Politikus PKS Protes Keras Keputusan MK No 60

Anggota Baleg dari Fraksi Partai Keadilan Sejahtera (MK), Ledia Hanifa Amaliah, menilai Mahkamah Konstitusi (MK) dalam putusannya tidak berwenang membentuk norma. Keputusan MK No 60 berisi norma yang menyebut partai politik dapat mengusung Paslon di Pilkada cukup memperoleh suara sebesar 7,5% di pemilu DPRD terakhir.

Menurut dia, ketika ada pembatalan atas suatu undang-undang atau bagian undang-undang, MK mengembalikan kepada pembentuk undang-undang, yakni DPR dan pemerintah.

Ia menjelaskan, DPR dan pemerintah akan menerbitkan undang-undang yang baru, bisa berupa perubahan atas undang-undang tersebut atau penggantian undang-undang.
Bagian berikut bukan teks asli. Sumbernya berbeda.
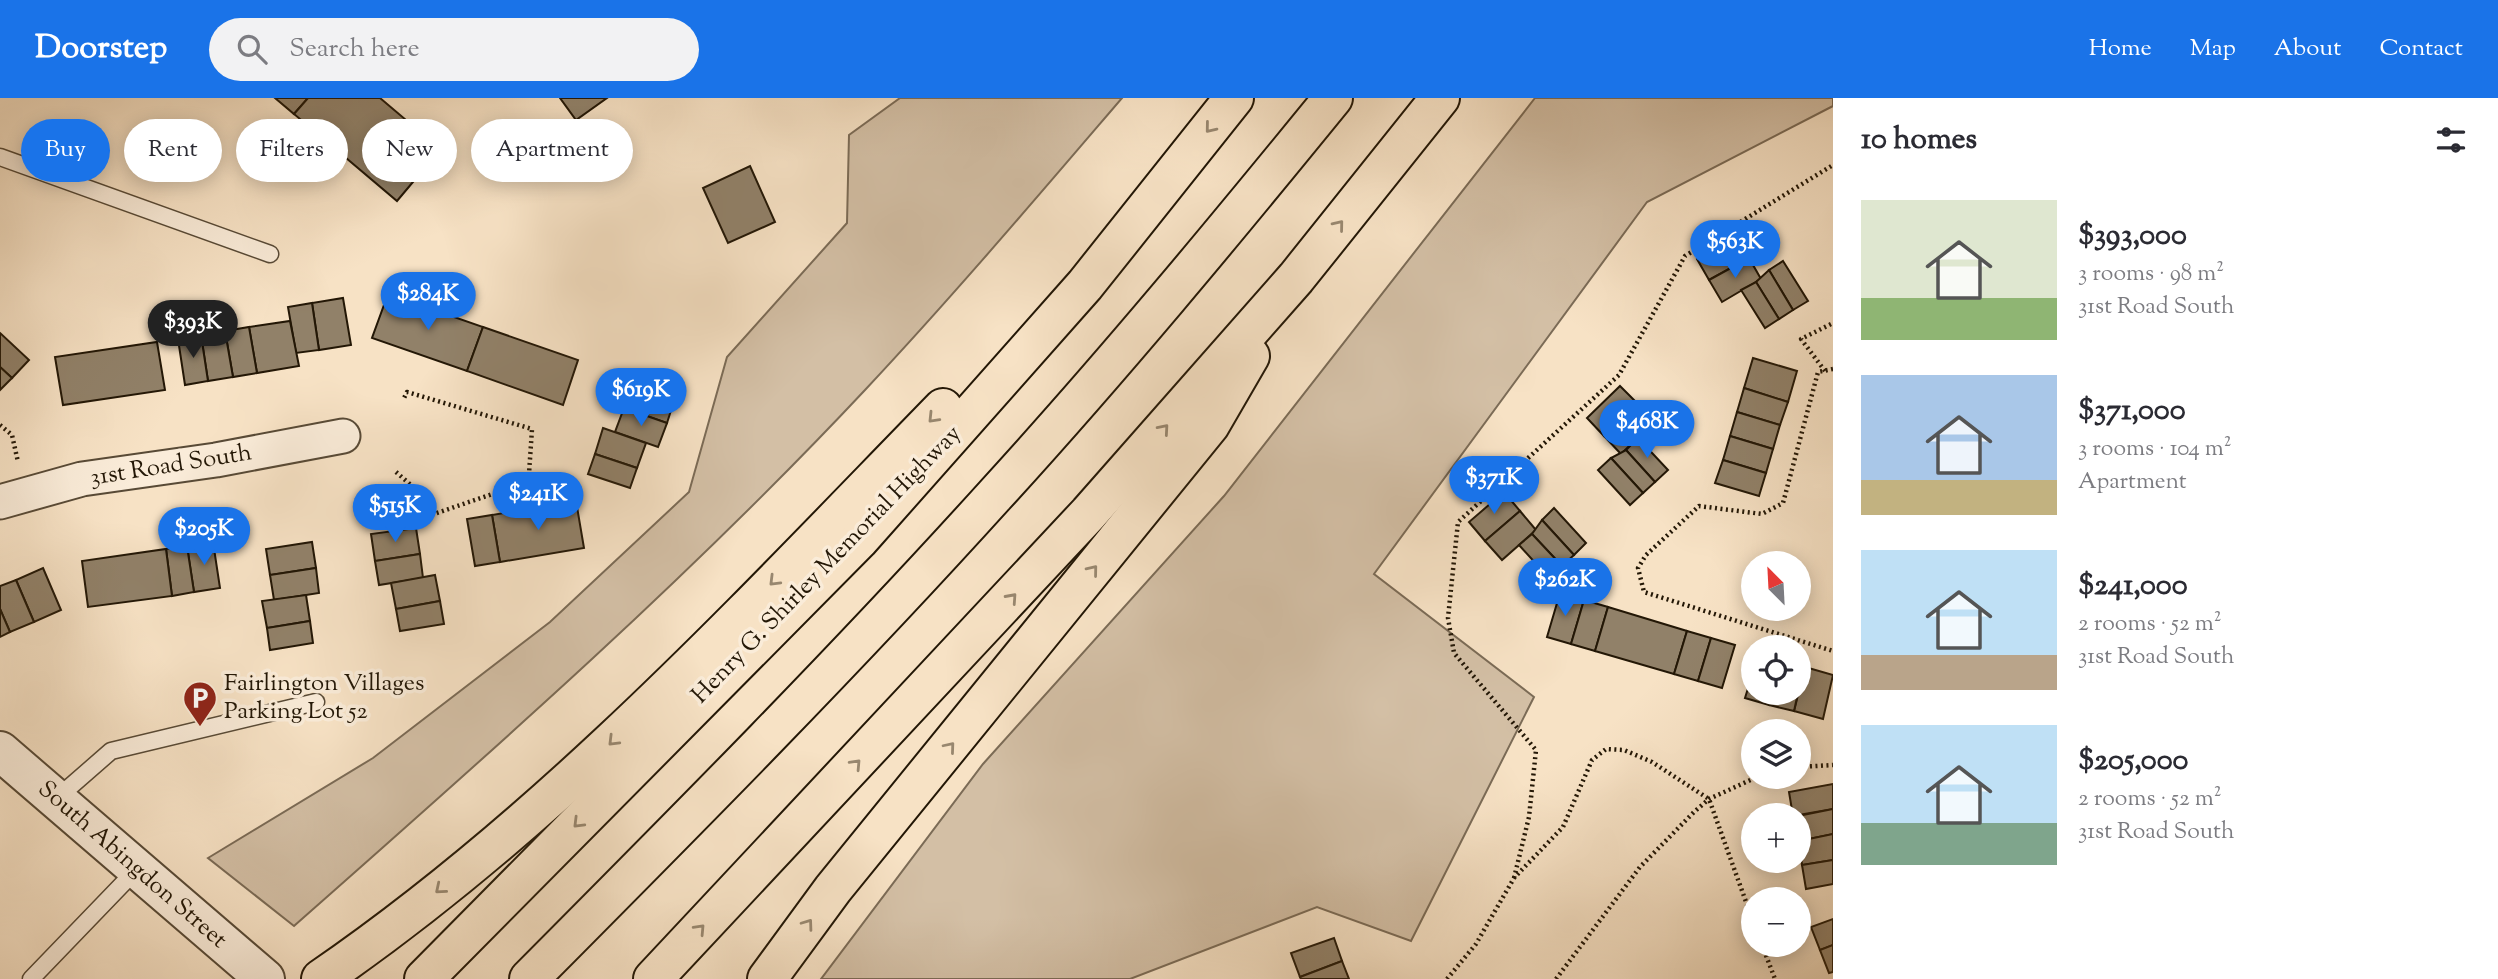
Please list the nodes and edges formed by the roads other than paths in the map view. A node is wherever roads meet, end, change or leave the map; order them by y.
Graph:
1 (1234, 98) edge
2 (1334, 98) edge
3 (1440, 98) edge
4 (0, 157) edge
5 (1186, 158) junction
6 (270, 254) dead end
7 (1296, 278) junction
8 (343, 436) dead end
9 (0, 502) edge
10 (316, 702) dead end
11 (0, 751) edge
12 (56, 799) junction
13 (137, 869) junction
14 (31, 979) edge
15 (265, 979) edge
16 (321, 979) edge
17 (424, 979) edge
18 (529, 979) edge
19 (653, 979) edge
20 (767, 979) edge

1 -> 5 highway, Henry G. Shirley Memorial Highway
2 - 18 highway
7 -> 3 highway
4 - 6 lane
5 -> 16 highway
5 -> 17 highway, Henry G. Shirley Memorial Highway
19 -> 7 highway
20 -> 7 highway
8 - 9 street, 31st Road South
10 - 12 lane
11 - 12 street, South Abingdon Street
12 - 13 street, South Abingdon Street
13 - 14 lane
13 - 15 street, South Abingdon Street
Panitia Kerja (Panja) Revisi Undang-Undang Pemilihan Kepala Daerah (RUU Pilkada) menyepakati batas minimum calon kepala daerah paling rendah 30 tahun untuk calon gubernur dan wakil calon gubernur 25 tahun saat pelantikan. Hal ini berbeda dari putusan Mahkamah Konstitusi (MK).

“Berusia paling rendah 30 tahun untuk calon gubernur dan wakil gubernur serta 25 tahun untuk bupati dan calon wakil bupati serta wali kota dan calon wakil wali kota terhitung sejak pelantikan pasangan terpilih,” dikutip dari draft RUU Pilkada yang dibacakan seorang staf Baleg DPR, Widodo, Rabu, 21 Agustus 2024.

Wakil Ketua Baleg DPR, Achmad Baidowi menegaskan aturan itu yang disepakati. Sebab, pihaknya lebih memilih merujuk pada putusan Mahkamah Agung (MA) ketimbang Mahkamah Konstitusi (MK).

Panja RUU Pilkada juga menuangkan aturan tersebut dalam draf Pasal 40 RUU Pilkada. “Partai politik atau gabungan partai politik yang tidak memiliki kursi di DPRD provinsi dapat mendaftarkan calon gubernur dan calon wakil gubernur dengan ketentuan,” kata anggota Tim Ahli Baleg DPR Widodo saat membacakan DIM pemerintah dalam rapat di kompleks parlemen Senayan, Jakarta pada Rabu, 12 Agustus 2024.

Widodo kemudian membacakan ketentuan pencalonan kepala daerah oleh partai politik nonparlemen. Syarat tersebut sesuai dengan putusan MK. Ketentuan itu juga berlaku untuk pencalonan kepala daerah tingkat kabupaten/kota.

Ketentuan itu mengatur ambang batas Pilkada ditentukan perolehan suara sah partai politik atau gabungan partai politik yang dikaitkan dengan jumlah Daftar Pemilih Tetap (DPT) Pemilu 2024 di masing-masing daerah. Ada empat klasifikasi besaran suara sah berdasarkan putusan MK, yaitu; 10 persen, 8,5 persen, 7,5 persen dan 6,5 persen, sesuai dengan besaran DPT di daerah terkait.

Namun, syarat tersebut tidak berlaku bagi partai politik yang mendapatkan kursi di DPRD. Dalam DIM yang dibacakan dalam rapat Panja RUU Pilkada, partai politik yang mendapatkan kursi parlemen daerah tetap menggunakan syarat lama ambang batas Pilkada.

“Partai politik atau gabungan partai politik yang memiliki kursi di DPRD dapat mendaftarkan calon jika telah memenuhi persyaratan perolehan paling sedikit dua puluh persen dari jumlah kursi DPRD atau dua puluh lima persen dari akumulasi perolehan suara sah dalam pemilihan umum anggota DPRD di daerah yang bersangkutan,” bunyi ketentuan tersebut.